The string "Pembangunan" may appear in lines of the entries below. Report how many lines hold it, with only the number.

[Stored data entries]
□ □ □ □
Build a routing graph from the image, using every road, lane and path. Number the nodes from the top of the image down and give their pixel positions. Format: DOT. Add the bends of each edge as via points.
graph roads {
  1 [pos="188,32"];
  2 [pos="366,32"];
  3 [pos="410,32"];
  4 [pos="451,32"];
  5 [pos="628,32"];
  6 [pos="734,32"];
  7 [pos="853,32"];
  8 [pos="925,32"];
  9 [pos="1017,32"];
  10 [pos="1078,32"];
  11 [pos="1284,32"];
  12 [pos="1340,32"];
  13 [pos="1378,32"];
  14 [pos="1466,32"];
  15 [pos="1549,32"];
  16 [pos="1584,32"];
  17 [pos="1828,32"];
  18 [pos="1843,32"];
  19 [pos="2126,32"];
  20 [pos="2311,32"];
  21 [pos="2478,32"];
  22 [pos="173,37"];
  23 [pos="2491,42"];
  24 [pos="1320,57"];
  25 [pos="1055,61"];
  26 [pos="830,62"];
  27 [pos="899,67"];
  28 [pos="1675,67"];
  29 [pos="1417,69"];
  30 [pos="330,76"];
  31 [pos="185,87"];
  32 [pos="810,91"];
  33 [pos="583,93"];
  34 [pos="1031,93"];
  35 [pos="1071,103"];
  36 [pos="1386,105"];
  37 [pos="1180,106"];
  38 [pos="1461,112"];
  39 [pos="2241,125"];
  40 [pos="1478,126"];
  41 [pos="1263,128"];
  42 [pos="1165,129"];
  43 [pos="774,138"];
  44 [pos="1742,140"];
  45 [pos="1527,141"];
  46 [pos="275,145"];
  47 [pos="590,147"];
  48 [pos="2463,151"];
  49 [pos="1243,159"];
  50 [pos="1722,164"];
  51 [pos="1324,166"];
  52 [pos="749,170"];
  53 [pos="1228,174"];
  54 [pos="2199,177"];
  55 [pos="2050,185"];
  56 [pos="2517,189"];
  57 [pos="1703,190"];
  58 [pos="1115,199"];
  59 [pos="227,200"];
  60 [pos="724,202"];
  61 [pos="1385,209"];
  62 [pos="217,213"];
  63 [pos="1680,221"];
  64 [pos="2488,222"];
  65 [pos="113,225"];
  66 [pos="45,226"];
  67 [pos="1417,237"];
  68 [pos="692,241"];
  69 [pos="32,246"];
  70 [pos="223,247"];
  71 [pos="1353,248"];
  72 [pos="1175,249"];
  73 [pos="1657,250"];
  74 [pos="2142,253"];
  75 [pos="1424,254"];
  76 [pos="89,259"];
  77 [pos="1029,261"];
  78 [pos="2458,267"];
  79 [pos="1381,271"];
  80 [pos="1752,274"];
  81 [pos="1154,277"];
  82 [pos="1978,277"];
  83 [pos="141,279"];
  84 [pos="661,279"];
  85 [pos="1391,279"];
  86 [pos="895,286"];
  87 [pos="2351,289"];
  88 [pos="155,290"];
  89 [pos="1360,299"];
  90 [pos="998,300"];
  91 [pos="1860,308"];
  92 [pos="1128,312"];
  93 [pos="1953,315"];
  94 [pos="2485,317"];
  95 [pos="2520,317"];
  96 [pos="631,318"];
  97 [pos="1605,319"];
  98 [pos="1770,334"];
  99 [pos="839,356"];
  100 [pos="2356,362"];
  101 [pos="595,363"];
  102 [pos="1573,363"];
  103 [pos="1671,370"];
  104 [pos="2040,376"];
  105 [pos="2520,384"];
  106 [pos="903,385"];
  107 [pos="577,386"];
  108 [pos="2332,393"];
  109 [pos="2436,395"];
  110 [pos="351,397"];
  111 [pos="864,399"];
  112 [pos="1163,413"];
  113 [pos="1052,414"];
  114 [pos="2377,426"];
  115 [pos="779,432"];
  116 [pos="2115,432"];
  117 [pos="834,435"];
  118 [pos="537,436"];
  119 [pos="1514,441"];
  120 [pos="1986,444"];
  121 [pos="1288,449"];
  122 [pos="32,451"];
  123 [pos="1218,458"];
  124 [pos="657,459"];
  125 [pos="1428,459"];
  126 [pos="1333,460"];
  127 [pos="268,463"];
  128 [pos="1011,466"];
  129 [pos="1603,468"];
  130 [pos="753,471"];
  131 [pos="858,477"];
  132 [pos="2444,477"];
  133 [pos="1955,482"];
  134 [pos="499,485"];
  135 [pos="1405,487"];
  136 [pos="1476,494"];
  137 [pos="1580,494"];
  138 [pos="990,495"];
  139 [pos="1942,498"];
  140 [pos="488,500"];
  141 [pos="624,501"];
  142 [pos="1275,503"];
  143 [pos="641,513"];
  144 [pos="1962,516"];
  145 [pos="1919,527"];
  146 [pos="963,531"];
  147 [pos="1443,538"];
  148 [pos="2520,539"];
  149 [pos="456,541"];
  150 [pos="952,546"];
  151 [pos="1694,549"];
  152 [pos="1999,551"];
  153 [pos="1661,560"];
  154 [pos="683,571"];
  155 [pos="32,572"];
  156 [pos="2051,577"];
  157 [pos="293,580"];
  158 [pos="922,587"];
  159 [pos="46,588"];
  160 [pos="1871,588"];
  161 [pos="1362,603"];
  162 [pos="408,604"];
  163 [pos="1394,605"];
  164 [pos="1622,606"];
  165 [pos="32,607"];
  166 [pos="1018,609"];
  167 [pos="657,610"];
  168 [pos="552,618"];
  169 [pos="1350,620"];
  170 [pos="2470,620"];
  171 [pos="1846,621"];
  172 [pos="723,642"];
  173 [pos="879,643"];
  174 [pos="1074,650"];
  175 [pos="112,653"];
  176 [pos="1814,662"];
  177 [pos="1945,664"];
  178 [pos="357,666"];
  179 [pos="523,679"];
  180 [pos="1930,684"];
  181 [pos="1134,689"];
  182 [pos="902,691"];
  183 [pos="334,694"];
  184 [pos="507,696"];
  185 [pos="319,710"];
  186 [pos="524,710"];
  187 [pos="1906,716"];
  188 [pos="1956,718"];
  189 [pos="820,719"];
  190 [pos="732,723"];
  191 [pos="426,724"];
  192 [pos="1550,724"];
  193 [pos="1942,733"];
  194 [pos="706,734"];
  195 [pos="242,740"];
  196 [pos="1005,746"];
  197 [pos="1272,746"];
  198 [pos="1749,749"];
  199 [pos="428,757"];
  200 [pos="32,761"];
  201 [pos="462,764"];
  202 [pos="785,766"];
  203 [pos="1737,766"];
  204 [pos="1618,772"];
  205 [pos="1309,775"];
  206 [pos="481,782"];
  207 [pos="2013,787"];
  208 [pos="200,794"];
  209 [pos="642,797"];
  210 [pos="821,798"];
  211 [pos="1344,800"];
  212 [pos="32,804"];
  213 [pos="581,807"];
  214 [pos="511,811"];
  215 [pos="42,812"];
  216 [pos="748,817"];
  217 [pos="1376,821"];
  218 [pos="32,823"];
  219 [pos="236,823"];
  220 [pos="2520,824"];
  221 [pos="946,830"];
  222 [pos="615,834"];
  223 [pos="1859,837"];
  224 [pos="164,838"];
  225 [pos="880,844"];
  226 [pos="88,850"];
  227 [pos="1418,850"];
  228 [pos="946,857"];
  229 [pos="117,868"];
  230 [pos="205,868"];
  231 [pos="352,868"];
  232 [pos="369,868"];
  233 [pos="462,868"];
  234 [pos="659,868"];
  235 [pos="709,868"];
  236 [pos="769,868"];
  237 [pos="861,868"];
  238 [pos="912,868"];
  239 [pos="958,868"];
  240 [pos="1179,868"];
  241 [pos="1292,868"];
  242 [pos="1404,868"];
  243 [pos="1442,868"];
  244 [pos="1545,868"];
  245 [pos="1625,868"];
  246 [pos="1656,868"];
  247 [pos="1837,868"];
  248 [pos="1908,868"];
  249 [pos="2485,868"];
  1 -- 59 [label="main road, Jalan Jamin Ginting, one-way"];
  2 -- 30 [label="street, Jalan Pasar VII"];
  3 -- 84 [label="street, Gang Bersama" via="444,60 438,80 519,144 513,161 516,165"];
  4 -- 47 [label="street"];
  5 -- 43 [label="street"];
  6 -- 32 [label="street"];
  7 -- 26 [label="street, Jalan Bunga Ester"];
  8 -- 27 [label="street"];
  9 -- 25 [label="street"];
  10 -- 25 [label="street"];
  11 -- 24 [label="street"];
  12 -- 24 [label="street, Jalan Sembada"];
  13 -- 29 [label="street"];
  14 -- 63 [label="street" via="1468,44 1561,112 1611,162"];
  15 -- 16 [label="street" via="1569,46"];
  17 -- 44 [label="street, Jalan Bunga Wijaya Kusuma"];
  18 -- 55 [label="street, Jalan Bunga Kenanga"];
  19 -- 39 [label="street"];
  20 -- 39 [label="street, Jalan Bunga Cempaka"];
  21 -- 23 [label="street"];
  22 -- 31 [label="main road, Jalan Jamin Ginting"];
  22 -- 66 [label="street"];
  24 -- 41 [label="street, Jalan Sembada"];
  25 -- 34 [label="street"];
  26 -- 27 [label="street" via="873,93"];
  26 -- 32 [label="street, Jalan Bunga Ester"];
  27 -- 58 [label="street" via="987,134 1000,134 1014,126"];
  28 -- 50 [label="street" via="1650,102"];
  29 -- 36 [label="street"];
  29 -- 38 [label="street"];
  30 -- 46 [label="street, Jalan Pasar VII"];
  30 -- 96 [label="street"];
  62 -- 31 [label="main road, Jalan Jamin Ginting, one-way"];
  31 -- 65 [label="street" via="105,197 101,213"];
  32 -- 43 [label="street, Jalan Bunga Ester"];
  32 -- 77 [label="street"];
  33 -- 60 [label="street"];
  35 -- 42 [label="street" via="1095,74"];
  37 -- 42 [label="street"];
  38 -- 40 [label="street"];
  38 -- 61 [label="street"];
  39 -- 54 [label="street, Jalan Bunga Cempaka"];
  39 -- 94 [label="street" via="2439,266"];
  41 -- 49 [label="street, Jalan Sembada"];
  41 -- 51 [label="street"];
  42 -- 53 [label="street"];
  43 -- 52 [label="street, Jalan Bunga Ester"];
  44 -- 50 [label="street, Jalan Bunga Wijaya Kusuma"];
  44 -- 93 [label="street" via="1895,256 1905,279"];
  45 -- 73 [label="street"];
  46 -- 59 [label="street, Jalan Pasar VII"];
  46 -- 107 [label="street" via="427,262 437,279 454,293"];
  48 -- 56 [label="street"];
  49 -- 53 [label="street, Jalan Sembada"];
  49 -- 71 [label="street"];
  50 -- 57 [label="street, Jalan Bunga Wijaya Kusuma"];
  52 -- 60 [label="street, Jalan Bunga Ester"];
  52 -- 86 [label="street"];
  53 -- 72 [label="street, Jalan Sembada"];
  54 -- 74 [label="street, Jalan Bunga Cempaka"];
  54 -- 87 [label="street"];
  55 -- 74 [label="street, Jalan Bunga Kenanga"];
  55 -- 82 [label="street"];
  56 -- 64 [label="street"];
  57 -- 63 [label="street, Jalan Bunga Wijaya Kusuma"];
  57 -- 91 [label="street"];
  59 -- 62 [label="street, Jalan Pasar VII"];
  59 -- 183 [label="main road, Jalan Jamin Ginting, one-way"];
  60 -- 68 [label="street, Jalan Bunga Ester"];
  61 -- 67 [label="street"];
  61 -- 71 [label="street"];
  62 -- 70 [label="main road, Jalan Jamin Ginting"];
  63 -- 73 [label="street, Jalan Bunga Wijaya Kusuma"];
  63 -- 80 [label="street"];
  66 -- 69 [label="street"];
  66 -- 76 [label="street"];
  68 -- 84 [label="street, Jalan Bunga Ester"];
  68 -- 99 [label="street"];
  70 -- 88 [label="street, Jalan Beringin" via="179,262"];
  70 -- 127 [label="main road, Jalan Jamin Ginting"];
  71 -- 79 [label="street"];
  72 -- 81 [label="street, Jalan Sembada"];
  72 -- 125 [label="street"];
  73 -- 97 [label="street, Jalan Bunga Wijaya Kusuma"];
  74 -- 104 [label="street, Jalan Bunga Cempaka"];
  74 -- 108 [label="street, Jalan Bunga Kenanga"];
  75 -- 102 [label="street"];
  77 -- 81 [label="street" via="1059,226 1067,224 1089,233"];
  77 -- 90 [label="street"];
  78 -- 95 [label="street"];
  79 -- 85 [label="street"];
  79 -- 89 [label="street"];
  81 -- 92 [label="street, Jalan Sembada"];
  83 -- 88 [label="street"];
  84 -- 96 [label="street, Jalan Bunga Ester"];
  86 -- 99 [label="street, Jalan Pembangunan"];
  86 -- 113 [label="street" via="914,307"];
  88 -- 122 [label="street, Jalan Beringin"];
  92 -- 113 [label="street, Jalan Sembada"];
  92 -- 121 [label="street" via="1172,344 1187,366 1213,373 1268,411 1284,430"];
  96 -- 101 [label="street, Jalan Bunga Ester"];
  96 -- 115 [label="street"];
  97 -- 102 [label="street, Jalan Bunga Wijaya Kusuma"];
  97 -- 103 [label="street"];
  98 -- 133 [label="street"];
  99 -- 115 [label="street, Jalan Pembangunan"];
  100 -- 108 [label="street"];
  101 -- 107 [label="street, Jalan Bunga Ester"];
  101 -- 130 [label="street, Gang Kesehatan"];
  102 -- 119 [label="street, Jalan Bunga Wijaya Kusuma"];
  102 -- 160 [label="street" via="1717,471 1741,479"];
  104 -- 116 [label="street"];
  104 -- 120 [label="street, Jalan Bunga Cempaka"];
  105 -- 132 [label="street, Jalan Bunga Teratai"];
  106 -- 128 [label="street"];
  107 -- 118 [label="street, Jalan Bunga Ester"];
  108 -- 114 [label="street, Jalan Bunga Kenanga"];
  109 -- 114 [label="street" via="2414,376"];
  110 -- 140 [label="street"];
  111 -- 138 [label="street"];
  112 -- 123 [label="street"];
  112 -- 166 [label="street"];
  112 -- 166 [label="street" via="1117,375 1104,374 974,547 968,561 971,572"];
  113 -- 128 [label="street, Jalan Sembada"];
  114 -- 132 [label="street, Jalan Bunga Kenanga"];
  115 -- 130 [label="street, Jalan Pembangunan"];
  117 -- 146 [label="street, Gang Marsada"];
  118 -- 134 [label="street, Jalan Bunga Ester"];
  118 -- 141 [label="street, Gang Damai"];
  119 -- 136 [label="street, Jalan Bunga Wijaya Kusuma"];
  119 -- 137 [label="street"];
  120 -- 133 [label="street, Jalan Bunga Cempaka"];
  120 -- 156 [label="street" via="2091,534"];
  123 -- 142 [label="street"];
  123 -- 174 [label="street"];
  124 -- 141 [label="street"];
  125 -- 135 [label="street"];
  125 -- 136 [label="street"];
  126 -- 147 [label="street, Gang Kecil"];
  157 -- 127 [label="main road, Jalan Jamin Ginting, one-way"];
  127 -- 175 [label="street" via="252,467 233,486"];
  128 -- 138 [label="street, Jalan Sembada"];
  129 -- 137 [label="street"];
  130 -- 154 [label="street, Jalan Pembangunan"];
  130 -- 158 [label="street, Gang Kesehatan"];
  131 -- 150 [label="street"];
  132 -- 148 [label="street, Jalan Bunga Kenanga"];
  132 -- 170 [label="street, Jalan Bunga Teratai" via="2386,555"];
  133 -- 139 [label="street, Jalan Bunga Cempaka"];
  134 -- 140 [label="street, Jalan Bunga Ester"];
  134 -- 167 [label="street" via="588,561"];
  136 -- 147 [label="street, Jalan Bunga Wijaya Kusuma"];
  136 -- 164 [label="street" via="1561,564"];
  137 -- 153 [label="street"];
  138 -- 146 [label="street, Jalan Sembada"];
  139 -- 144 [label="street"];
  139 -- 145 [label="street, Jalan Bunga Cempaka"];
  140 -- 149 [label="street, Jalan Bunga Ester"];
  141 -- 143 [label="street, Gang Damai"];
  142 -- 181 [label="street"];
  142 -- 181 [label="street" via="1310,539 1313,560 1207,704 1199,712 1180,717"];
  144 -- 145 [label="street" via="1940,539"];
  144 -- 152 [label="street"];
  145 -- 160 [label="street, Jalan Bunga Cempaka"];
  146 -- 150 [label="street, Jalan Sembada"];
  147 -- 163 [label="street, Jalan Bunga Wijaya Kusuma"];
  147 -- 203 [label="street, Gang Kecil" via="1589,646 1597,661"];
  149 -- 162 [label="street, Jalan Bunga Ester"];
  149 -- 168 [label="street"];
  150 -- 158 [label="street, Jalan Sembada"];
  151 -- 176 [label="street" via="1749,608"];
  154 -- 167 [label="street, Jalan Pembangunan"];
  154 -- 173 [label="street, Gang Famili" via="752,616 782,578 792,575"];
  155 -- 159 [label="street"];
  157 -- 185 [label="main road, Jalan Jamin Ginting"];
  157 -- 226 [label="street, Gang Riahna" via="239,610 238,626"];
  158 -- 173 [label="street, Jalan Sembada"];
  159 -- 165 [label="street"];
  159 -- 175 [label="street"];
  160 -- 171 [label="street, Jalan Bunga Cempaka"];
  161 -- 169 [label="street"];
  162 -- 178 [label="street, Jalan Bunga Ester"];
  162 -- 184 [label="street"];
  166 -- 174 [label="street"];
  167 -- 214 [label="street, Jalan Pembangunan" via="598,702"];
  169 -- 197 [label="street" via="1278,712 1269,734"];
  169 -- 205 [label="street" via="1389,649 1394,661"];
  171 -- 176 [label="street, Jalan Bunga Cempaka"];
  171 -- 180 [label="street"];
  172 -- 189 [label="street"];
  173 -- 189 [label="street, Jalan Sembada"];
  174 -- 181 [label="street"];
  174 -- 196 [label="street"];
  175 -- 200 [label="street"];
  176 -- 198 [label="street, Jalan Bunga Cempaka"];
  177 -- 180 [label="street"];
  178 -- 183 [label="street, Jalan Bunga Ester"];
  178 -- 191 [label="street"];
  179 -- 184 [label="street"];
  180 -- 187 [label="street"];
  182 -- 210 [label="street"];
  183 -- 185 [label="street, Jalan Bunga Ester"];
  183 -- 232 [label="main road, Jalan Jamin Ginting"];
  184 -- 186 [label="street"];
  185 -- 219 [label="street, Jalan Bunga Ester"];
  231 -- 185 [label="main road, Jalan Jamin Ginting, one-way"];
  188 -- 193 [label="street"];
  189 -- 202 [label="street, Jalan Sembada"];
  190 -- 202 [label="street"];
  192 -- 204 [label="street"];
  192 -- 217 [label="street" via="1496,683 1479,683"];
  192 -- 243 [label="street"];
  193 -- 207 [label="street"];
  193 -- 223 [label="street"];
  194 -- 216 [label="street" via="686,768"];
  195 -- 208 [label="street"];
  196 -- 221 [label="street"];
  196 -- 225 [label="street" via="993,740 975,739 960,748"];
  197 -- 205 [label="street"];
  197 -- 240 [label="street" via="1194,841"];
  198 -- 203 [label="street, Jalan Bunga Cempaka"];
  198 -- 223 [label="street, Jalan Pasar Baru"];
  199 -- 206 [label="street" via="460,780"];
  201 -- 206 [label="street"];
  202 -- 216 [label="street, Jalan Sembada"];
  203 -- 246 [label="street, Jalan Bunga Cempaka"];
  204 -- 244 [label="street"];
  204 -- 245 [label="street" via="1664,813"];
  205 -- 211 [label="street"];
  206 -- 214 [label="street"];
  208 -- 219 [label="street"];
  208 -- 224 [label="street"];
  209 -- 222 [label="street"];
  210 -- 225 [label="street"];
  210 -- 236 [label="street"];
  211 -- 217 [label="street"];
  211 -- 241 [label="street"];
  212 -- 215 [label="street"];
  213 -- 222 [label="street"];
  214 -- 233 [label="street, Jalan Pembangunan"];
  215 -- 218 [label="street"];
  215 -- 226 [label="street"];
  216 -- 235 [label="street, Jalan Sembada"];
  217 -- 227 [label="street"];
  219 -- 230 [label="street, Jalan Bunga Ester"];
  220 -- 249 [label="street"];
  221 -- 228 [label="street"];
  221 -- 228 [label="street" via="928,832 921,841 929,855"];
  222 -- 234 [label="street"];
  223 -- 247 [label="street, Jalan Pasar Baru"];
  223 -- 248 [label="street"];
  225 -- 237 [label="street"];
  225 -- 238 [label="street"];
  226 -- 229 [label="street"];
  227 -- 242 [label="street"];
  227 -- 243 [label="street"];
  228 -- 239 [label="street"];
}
□ □ □ □
* **Response below**: 7